Krystal Craiker headshot

Krystal N. Craiker

how to write historical fiction

You don’t need a history degree to write historical fiction—you just need to love history.

But many writers find writing historical fiction intimidating. Although it requires more research than most other genres, it doesn’t have to be any harder than writing anything else.

If you’ve ever wondered how to write historical fiction, you’re in the right place. Here are ten steps you can take to become a historical fiction writer.

What Makes a Good Historical Fiction Novel?

How important is historical accuracy in a historical novel, 10 steps to writing historical fiction, final thoughts on how to write historical fiction.

Historical fiction readers love this genre because it’s a perfect balance of realism and escapism. Historical fiction is grounded in real events and time periods, but it’s more engaging than reading a history book on the subject.

A great historical fiction book brings history to life. But it does more than focus on the events. Rather, historical fiction transports readers through time, connecting them on a human level with people of the past.

When you’re studying history in school, it’s easy to forget that the past was full of real people who did very human things and had very human struggles.

Good historical fiction writers humanize the past, immersing their readers in a world that feels new and familiar at the same time. Historical fiction reminds us we’re not so different from other people after all.

how to write historcial fiction

Historical accuracy is a controversial subject among historical fiction writers. But the truth is, you will have readers who don’t care much about accuracy and readers who will hyper-fixate on an obscure detail you got wrong. So, keep in mind that you can’t please everyone.

Historical fiction ranges in accuracy. There are books like Wolf Hall with real people and events that are as accurate as possible. And some writers prefer to only fill in the gaps of what research can’t tell us, like The Other Boleyn Girl by Philippa Gregory.

On the other side of the spectrum, there are historical fiction books that are only loosely inspired by history. These books may occur at a specific time, but accuracy about details isn’t the author’s primary goal. Regency romance like Julia Quinn’s books are great examples of this.

And of course, there are eras in history that we know little about. Jean M. Auel’s The Clan of the Cave Bear focuses on interactions between Neanderthals and early modern humans. We know very little about their culture and customs.

The level of historical accuracy in your novel is up to you. In general, it’s a good idea to keep a broad sense of the era accurate. But you can choose to overlook smaller details.

historical fiction writing tip

For example, in my upcoming pirate novel, my timeline for major events, as well as travel time between locations, is very accurate.

But ships with steering wheels instead of tillers didn’t become mainstream until a couple of decades later. That didn’t fit with the pirate aesthetic I wanted, and most historical romance readers aren’t maritime historians, so my ships have the traditional wheel.

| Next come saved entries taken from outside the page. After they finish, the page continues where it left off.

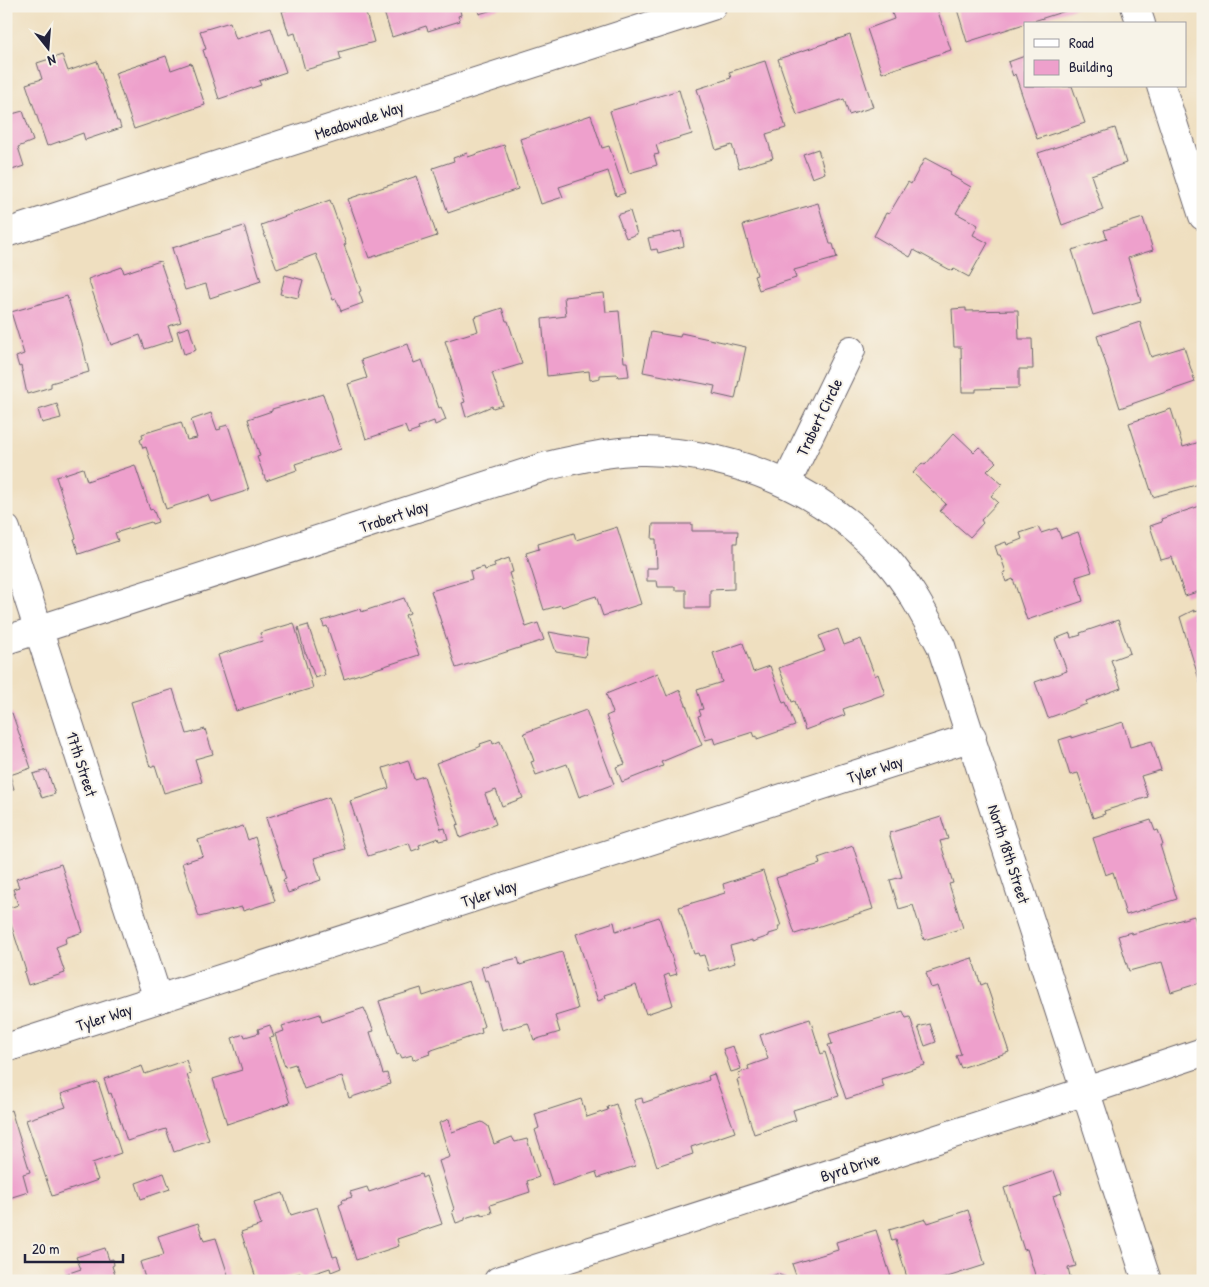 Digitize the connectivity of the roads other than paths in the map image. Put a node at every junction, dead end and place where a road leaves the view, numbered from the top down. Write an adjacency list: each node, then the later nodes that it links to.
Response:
1 (712, 6): 6 (street, Meadowvale Way)
2 (1135, 6): 3 (street)
3 (1140, 22)
4 (1162, 88): 5 (street)
5 (1203, 216)
6 (6, 233)
7 (851, 350): 8 (street, Trabert Circle)
8 (786, 484): 10 (street, Trabert Way); 12 (street, North 18th Street)
9 (6, 529): 10 (street, 17th Street)
10 (39, 630): 11 (street, Trabert Way); 13 (street, 17th Street)
11 (6, 640)
12 (972, 737): 13 (street, Tyler Way); 16 (street, North 18th Street)
13 (158, 999): 14 (street, Tyler Way)
14 (6, 1048)
15 (1203, 1052): 16 (street, Byrd Drive)
16 (1086, 1091): 17 (street, Byrd Drive); 18 (street, North 18th Street)
17 (498, 1281)
18 (1147, 1281)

If you worry about getting emails citing all your errors, consider adding an author’s note that explains your choices in the back of your book.

Writing historical fiction can feel overwhelming at first. But these ten steps on how to write historical fiction will help break the process down.

steps for writing historical fiction

1) Pick a Story Premise and an Era

Chances are you’re reading this article because you already have an idea for a historical fiction novel. Perhaps you have a favorite historical era or event you want to explore.

But if not, spend some time thinking about what you love about history. What excites you? What do you wish you knew more about?

Once you’ve decided on a premise and an era, it’s useful to pick an actual year. This will help you narrow your research and build your setting with external conflicts and events.

For example, if you’re writing a WWII novel, decide if you’re setting the story before or after D-Day. This will affect your story’s narrative.

2) Research the Basic Historical Context

Now you have to become a semi-expert in your era. This will require some in-depth research, but it’s hard to know where to start.

I once heard a historical fiction writer say she starts by getting an overview of the time period from the children’s section of the library. Then she can formulate research questions to go into great depth. Crash course videos are another great starting point.

I like to use a strategy that AP history teachers use with grade school students. Break down a time period and location by using the acronym PERSIA to take notes.

The acronym PERSIA stands for political, economic, religious, social, intellectual, arts . Social refers to social structure and social norms. Intellectual deals with major achievements.

A simpler form is PEGS , which is political, economic, geographic, social . Use these categories as an outline for your research.

Using one of these formats can help guide your research and organize the information you learn.

To go into greater depth, look into books, podcasts, documentaries, journals, and primary sources. Consider reaching out to a research librarian to help you find information. They’re professional researchers and can save you time and frustration.

3) Keep a List of Interesting Historical Details

As you research, your creativity will kick into overdrive. You may stumble upon one line in a book that fascinates you and will fit your story well.

These may be obscure details that aren’t important in the grand scheme of history. But these historical tidbits bring your story to life.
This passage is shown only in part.